Dall’inizio alla fine, si assiste a un Lázaro de Tormes che apprende progressivamente il mestiere di servitore,
fino ad ottenerne la padronanza. Le continue difficoltà lo conducono a una vita da parassita. In questo
senso, Lazaro è “l’anti-apprendista” a cui ogni padrone offre lezioni di malizia e inganno.
Il cieco lo educò attraverso trappole e maltrattamenti, avvertendolo della necessità di “saperne una più del
diavolo”. Con il chierico mise in atto tutto ciò che apprese in precedenza. La formazione avuta con questi
due primi padroni segna l’inizio di un periodo basato sulla violenza, sulla sudditanza e la disaffezione.

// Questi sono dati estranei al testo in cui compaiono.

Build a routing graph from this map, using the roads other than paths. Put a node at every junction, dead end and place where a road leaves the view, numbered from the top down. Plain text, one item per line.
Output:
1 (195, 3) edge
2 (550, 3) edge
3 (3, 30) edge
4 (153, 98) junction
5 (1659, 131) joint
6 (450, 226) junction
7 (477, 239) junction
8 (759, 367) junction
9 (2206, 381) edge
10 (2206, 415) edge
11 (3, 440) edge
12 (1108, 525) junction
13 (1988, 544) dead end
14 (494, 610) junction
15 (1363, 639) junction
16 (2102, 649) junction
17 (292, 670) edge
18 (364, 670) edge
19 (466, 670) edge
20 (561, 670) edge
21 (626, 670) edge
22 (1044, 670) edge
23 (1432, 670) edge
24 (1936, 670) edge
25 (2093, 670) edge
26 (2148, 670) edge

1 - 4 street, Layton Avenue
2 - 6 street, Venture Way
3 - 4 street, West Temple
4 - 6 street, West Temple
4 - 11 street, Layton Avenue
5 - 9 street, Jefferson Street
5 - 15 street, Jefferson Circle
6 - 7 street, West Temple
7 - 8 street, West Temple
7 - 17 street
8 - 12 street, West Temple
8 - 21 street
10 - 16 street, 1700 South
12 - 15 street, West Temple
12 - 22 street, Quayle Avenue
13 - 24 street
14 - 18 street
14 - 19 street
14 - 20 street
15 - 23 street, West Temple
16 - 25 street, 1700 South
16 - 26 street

Nonostante ciò, Lazaro mostra segni di riconoscimento verso il primo padrone, fattore che non accadrà mai
con il secondo. Il protagonista, che viene posto dalla madre come guida per il cieco, “non come servo, ma
come figlio”, evoca la formula dei contratti di apprendistato. C’è comunque il proposito da parte dell’autore
di smascherare gli abusi commessi, protetti da questa tradizionale formula.
Il rapporto con il suo terzo padrone, “el hidalgo”, si distingue con quelli precedenti per la totale assenza di
violenza tra i due, per il legame affettivo che li unisce, e per l’inversione dei ruoli che porterà Lázaro
servitore a soccorrere il padrone.
Spicca la scelta da parte dell’autore di presentare i tre padroni, rappresentati di stati sociali di cui viene
sottolineato il lato più basso: il misero cieco, il vile chierico e l’affamato e degradato signorotto.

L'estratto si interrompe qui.